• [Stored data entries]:
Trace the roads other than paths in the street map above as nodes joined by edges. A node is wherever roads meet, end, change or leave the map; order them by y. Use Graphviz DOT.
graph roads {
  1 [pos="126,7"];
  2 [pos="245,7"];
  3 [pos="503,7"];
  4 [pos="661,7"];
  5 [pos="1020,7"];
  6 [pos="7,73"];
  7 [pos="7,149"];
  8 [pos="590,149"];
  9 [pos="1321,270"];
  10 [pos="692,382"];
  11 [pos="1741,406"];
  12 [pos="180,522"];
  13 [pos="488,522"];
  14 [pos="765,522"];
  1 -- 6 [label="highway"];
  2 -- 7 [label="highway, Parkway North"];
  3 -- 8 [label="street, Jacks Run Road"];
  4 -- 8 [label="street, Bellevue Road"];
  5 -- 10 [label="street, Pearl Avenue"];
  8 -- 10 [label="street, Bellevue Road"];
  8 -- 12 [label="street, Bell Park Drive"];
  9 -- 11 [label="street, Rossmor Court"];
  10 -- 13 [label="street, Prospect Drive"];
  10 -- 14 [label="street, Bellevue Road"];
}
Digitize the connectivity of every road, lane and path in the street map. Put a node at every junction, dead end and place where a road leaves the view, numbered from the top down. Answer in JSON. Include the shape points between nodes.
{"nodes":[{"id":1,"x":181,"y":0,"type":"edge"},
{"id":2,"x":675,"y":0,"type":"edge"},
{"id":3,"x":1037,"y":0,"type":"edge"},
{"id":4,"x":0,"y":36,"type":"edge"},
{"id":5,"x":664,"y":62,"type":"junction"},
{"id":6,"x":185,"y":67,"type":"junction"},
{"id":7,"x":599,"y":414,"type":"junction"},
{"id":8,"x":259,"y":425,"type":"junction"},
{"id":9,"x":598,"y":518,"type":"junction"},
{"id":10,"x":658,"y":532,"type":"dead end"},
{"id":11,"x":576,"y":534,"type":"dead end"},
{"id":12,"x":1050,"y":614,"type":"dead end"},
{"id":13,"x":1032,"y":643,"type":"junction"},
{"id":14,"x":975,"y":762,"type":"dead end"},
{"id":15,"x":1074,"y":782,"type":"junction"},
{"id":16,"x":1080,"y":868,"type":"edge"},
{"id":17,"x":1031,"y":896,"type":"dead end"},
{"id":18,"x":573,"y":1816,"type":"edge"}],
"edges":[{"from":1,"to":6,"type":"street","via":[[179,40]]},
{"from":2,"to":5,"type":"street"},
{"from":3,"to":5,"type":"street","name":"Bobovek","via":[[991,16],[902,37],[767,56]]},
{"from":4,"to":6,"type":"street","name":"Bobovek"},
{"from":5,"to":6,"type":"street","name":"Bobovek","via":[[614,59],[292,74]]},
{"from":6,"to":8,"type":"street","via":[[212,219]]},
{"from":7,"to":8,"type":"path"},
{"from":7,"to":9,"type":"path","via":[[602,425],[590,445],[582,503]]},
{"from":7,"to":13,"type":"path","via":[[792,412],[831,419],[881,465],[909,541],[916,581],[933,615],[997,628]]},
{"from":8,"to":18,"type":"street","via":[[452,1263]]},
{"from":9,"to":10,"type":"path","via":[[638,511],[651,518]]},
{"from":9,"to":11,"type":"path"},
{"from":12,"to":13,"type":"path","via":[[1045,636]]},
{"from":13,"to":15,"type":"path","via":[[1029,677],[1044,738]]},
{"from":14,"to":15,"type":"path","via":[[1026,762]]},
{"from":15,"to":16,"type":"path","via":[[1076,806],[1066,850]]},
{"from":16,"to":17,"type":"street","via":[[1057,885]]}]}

• [Exercise instructions]: Each line above must be retyped exactly in the response.

• [Result for this task]:
Trace the roads other than paths in the street map above as nodes joined by edges. A node is wherever roads meet, end, change or leave the map; order them by y. Use Graphviz DOT.
graph roads {
  1 [pos="126,7"];
  2 [pos="245,7"];
  3 [pos="503,7"];
  4 [pos="661,7"];
  5 [pos="1020,7"];
  6 [pos="7,73"];
  7 [pos="7,149"];
  8 [pos="590,149"];
  9 [pos="1321,270"];
  10 [pos="692,382"];
  11 [pos="1741,406"];
  12 [pos="180,522"];
  13 [pos="488,522"];
  14 [pos="765,522"];
  1 -- 6 [label="highway"];
  2 -- 7 [label="highway, Parkway North"];
  3 -- 8 [label="street, Jacks Run Road"];
  4 -- 8 [label="street, Bellevue Road"];
  5 -- 10 [label="street, Pearl Avenue"];
  8 -- 10 [label="street, Bellevue Road"];
  8 -- 12 [label="street, Bell Park Drive"];
  9 -- 11 [label="street, Rossmor Court"];
  10 -- 13 [label="street, Prospect Drive"];
  10 -- 14 [label="street, Bellevue Road"];
}
Digitize the connectivity of every road, lane and path in the street map. Put a node at every junction, dead end and place where a road leaves the view, numbered from the top down. Answer in JSON. Include the shape points between nodes.
{"nodes":[{"id":1,"x":181,"y":0,"type":"edge"},
{"id":2,"x":675,"y":0,"type":"edge"},
{"id":3,"x":1037,"y":0,"type":"edge"},
{"id":4,"x":0,"y":36,"type":"edge"},
{"id":5,"x":664,"y":62,"type":"junction"},
{"id":6,"x":185,"y":67,"type":"junction"},
{"id":7,"x":599,"y":414,"type":"junction"},
{"id":8,"x":259,"y":425,"type":"junction"},
{"id":9,"x":598,"y":518,"type":"junction"},
{"id":10,"x":658,"y":532,"type":"dead end"},
{"id":11,"x":576,"y":534,"type":"dead end"},
{"id":12,"x":1050,"y":614,"type":"dead end"},
{"id":13,"x":1032,"y":643,"type":"junction"},
{"id":14,"x":975,"y":762,"type":"dead end"},
{"id":15,"x":1074,"y":782,"type":"junction"},
{"id":16,"x":1080,"y":868,"type":"edge"},
{"id":17,"x":1031,"y":896,"type":"dead end"},
{"id":18,"x":573,"y":1816,"type":"edge"}],
"edges":[{"from":1,"to":6,"type":"street","via":[[179,40]]},
{"from":2,"to":5,"type":"street"},
{"from":3,"to":5,"type":"street","name":"Bobovek","via":[[991,16],[902,37],[767,56]]},
{"from":4,"to":6,"type":"street","name":"Bobovek"},
{"from":5,"to":6,"type":"street","name":"Bobovek","via":[[614,59],[292,74]]},
{"from":6,"to":8,"type":"street","via":[[212,219]]},
{"from":7,"to":8,"type":"path"},
{"from":7,"to":9,"type":"path","via":[[602,425],[590,445],[582,503]]},
{"from":7,"to":13,"type":"path","via":[[792,412],[831,419],[881,465],[909,541],[916,581],[933,615],[997,628]]},
{"from":8,"to":18,"type":"street","via":[[452,1263]]},
{"from":9,"to":10,"type":"path","via":[[638,511],[651,518]]},
{"from":9,"to":11,"type":"path"},
{"from":12,"to":13,"type":"path","via":[[1045,636]]},
{"from":13,"to":15,"type":"path","via":[[1029,677],[1044,738]]},
{"from":14,"to":15,"type":"path","via":[[1026,762]]},
{"from":15,"to":16,"type":"path","via":[[1076,806],[1066,850]]},
{"from":16,"to":17,"type":"street","via":[[1057,885]]}]}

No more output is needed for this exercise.